◆ **Problem requirements**:
Copy out every record precisely.

◆ **Records for the exercise**:
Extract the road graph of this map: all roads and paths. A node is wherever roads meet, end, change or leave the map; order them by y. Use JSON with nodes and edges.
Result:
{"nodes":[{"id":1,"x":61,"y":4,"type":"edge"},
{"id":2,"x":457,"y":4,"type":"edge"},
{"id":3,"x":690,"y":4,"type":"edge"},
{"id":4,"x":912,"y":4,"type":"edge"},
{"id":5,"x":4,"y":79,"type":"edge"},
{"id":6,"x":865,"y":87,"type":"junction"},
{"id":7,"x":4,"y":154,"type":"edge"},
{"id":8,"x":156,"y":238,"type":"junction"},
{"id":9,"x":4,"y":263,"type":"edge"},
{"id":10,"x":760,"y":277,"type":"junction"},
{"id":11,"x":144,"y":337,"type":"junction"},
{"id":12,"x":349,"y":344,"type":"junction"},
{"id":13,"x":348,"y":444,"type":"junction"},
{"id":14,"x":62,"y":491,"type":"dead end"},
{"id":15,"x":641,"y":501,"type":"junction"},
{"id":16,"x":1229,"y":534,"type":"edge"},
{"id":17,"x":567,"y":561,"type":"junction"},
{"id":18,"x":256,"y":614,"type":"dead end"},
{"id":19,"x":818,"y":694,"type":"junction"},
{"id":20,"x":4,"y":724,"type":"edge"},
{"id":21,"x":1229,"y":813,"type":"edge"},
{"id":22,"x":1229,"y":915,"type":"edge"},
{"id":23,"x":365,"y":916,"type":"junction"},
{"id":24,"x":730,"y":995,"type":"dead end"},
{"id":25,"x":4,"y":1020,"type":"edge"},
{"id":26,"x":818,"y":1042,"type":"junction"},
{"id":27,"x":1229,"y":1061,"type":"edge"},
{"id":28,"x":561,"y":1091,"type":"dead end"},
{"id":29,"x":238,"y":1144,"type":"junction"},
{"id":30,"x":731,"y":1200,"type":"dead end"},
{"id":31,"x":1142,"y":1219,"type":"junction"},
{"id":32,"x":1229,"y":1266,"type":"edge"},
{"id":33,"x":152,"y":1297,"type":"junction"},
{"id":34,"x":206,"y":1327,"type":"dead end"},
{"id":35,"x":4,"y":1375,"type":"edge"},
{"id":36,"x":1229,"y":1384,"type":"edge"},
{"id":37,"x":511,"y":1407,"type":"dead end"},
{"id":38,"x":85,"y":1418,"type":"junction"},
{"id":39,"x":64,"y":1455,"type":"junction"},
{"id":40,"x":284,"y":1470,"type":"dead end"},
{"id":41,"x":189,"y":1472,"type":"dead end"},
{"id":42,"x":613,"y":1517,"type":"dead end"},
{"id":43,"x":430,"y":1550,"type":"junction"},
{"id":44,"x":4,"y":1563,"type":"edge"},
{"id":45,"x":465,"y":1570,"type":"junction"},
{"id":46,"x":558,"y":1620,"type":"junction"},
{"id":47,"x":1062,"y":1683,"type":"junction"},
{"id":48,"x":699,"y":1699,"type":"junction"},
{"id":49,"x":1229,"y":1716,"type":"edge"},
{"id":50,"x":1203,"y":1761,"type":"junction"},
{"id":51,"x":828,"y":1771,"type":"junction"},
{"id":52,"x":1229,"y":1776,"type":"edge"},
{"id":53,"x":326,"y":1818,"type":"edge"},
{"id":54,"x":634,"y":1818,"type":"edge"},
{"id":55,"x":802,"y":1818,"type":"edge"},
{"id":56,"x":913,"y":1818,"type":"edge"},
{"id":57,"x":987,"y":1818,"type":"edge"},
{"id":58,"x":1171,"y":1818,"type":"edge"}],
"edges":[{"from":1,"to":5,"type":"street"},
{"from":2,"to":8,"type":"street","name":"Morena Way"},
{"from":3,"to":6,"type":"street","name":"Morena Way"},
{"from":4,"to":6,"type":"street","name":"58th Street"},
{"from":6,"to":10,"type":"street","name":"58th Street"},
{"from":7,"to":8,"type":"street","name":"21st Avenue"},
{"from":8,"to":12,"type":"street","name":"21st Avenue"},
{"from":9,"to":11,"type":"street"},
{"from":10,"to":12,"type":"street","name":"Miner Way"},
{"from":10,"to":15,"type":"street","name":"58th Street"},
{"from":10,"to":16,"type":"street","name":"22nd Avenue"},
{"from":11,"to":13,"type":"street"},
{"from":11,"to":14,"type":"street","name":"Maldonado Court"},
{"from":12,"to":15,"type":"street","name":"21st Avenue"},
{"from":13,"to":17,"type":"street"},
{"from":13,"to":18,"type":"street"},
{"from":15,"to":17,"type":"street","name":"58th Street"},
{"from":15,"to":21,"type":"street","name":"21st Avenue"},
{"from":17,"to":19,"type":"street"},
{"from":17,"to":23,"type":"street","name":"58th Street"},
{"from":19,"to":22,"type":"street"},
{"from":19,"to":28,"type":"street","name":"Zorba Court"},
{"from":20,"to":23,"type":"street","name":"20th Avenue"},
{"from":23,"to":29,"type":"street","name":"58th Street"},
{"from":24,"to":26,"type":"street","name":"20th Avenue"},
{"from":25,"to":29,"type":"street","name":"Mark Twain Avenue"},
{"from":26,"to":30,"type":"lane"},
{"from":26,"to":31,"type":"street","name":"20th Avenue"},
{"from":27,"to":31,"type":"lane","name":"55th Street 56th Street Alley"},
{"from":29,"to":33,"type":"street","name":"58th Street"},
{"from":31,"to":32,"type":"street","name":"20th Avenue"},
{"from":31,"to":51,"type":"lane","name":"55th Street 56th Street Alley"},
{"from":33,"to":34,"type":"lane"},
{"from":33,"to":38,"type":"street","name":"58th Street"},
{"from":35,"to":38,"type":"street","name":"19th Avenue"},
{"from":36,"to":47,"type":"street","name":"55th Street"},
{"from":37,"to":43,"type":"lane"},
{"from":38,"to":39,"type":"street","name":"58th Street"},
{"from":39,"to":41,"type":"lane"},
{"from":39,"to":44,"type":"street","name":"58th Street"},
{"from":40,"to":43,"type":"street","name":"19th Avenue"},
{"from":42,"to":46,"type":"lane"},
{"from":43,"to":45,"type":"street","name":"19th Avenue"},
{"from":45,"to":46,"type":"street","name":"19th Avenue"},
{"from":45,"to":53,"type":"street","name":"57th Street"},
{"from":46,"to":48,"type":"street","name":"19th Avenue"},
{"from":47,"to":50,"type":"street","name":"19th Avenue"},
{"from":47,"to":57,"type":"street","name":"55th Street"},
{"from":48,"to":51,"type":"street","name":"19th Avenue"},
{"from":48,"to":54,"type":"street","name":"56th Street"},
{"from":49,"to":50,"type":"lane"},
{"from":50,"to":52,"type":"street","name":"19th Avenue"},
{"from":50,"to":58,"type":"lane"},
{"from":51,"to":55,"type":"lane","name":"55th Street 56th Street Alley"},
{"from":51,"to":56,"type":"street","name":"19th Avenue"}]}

◆ **Answer below**:
Extract the road graph of this map: all roads and paths. A node is wherever roads meet, end, change or leave the map; order them by y. Use JSON with nodes and edges.
Result:
{"nodes":[{"id":1,"x":61,"y":4,"type":"edge"},
{"id":2,"x":457,"y":4,"type":"edge"},
{"id":3,"x":690,"y":4,"type":"edge"},
{"id":4,"x":912,"y":4,"type":"edge"},
{"id":5,"x":4,"y":79,"type":"edge"},
{"id":6,"x":865,"y":87,"type":"junction"},
{"id":7,"x":4,"y":154,"type":"edge"},
{"id":8,"x":156,"y":238,"type":"junction"},
{"id":9,"x":4,"y":263,"type":"edge"},
{"id":10,"x":760,"y":277,"type":"junction"},
{"id":11,"x":144,"y":337,"type":"junction"},
{"id":12,"x":349,"y":344,"type":"junction"},
{"id":13,"x":348,"y":444,"type":"junction"},
{"id":14,"x":62,"y":491,"type":"dead end"},
{"id":15,"x":641,"y":501,"type":"junction"},
{"id":16,"x":1229,"y":534,"type":"edge"},
{"id":17,"x":567,"y":561,"type":"junction"},
{"id":18,"x":256,"y":614,"type":"dead end"},
{"id":19,"x":818,"y":694,"type":"junction"},
{"id":20,"x":4,"y":724,"type":"edge"},
{"id":21,"x":1229,"y":813,"type":"edge"},
{"id":22,"x":1229,"y":915,"type":"edge"},
{"id":23,"x":365,"y":916,"type":"junction"},
{"id":24,"x":730,"y":995,"type":"dead end"},
{"id":25,"x":4,"y":1020,"type":"edge"},
{"id":26,"x":818,"y":1042,"type":"junction"},
{"id":27,"x":1229,"y":1061,"type":"edge"},
{"id":28,"x":561,"y":1091,"type":"dead end"},
{"id":29,"x":238,"y":1144,"type":"junction"},
{"id":30,"x":731,"y":1200,"type":"dead end"},
{"id":31,"x":1142,"y":1219,"type":"junction"},
{"id":32,"x":1229,"y":1266,"type":"edge"},
{"id":33,"x":152,"y":1297,"type":"junction"},
{"id":34,"x":206,"y":1327,"type":"dead end"},
{"id":35,"x":4,"y":1375,"type":"edge"},
{"id":36,"x":1229,"y":1384,"type":"edge"},
{"id":37,"x":511,"y":1407,"type":"dead end"},
{"id":38,"x":85,"y":1418,"type":"junction"},
{"id":39,"x":64,"y":1455,"type":"junction"},
{"id":40,"x":284,"y":1470,"type":"dead end"},
{"id":41,"x":189,"y":1472,"type":"dead end"},
{"id":42,"x":613,"y":1517,"type":"dead end"},
{"id":43,"x":430,"y":1550,"type":"junction"},
{"id":44,"x":4,"y":1563,"type":"edge"},
{"id":45,"x":465,"y":1570,"type":"junction"},
{"id":46,"x":558,"y":1620,"type":"junction"},
{"id":47,"x":1062,"y":1683,"type":"junction"},
{"id":48,"x":699,"y":1699,"type":"junction"},
{"id":49,"x":1229,"y":1716,"type":"edge"},
{"id":50,"x":1203,"y":1761,"type":"junction"},
{"id":51,"x":828,"y":1771,"type":"junction"},
{"id":52,"x":1229,"y":1776,"type":"edge"},
{"id":53,"x":326,"y":1818,"type":"edge"},
{"id":54,"x":634,"y":1818,"type":"edge"},
{"id":55,"x":802,"y":1818,"type":"edge"},
{"id":56,"x":913,"y":1818,"type":"edge"},
{"id":57,"x":987,"y":1818,"type":"edge"},
{"id":58,"x":1171,"y":1818,"type":"edge"}],
"edges":[{"from":1,"to":5,"type":"street"},
{"from":2,"to":8,"type":"street","name":"Morena Way"},
{"from":3,"to":6,"type":"street","name":"Morena Way"},
{"from":4,"to":6,"type":"street","name":"58th Street"},
{"from":6,"to":10,"type":"street","name":"58th Street"},
{"from":7,"to":8,"type":"street","name":"21st Avenue"},
{"from":8,"to":12,"type":"street","name":"21st Avenue"},
{"from":9,"to":11,"type":"street"},
{"from":10,"to":12,"type":"street","name":"Miner Way"},
{"from":10,"to":15,"type":"street","name":"58th Street"},
{"from":10,"to":16,"type":"street","name":"22nd Avenue"},
{"from":11,"to":13,"type":"street"},
{"from":11,"to":14,"type":"street","name":"Maldonado Court"},
{"from":12,"to":15,"type":"street","name":"21st Avenue"},
{"from":13,"to":17,"type":"street"},
{"from":13,"to":18,"type":"street"},
{"from":15,"to":17,"type":"street","name":"58th Street"},
{"from":15,"to":21,"type":"street","name":"21st Avenue"},
{"from":17,"to":19,"type":"street"},
{"from":17,"to":23,"type":"street","name":"58th Street"},
{"from":19,"to":22,"type":"street"},
{"from":19,"to":28,"type":"street","name":"Zorba Court"},
{"from":20,"to":23,"type":"street","name":"20th Avenue"},
{"from":23,"to":29,"type":"street","name":"58th Street"},
{"from":24,"to":26,"type":"street","name":"20th Avenue"},
{"from":25,"to":29,"type":"street","name":"Mark Twain Avenue"},
{"from":26,"to":30,"type":"lane"},
{"from":26,"to":31,"type":"street","name":"20th Avenue"},
{"from":27,"to":31,"type":"lane","name":"55th Street 56th Street Alley"},
{"from":29,"to":33,"type":"street","name":"58th Street"},
{"from":31,"to":32,"type":"street","name":"20th Avenue"},
{"from":31,"to":51,"type":"lane","name":"55th Street 56th Street Alley"},
{"from":33,"to":34,"type":"lane"},
{"from":33,"to":38,"type":"street","name":"58th Street"},
{"from":35,"to":38,"type":"street","name":"19th Avenue"},
{"from":36,"to":47,"type":"street","name":"55th Street"},
{"from":37,"to":43,"type":"lane"},
{"from":38,"to":39,"type":"street","name":"58th Street"},
{"from":39,"to":41,"type":"lane"},
{"from":39,"to":44,"type":"street","name":"58th Street"},
{"from":40,"to":43,"type":"street","name":"19th Avenue"},
{"from":42,"to":46,"type":"lane"},
{"from":43,"to":45,"type":"street","name":"19th Avenue"},
{"from":45,"to":46,"type":"street","name":"19th Avenue"},
{"from":45,"to":53,"type":"street","name":"57th Street"},
{"from":46,"to":48,"type":"street","name":"19th Avenue"},
{"from":47,"to":50,"type":"street","name":"19th Avenue"},
{"from":47,"to":57,"type":"street","name":"55th Street"},
{"from":48,"to":51,"type":"street","name":"19th Avenue"},
{"from":48,"to":54,"type":"street","name":"56th Street"},
{"from":49,"to":50,"type":"lane"},
{"from":50,"to":52,"type":"street","name":"19th Avenue"},
{"from":50,"to":58,"type":"lane"},
{"from":51,"to":55,"type":"lane","name":"55th Street 56th Street Alley"},
{"from":51,"to":56,"type":"street","name":"19th Avenue"}]}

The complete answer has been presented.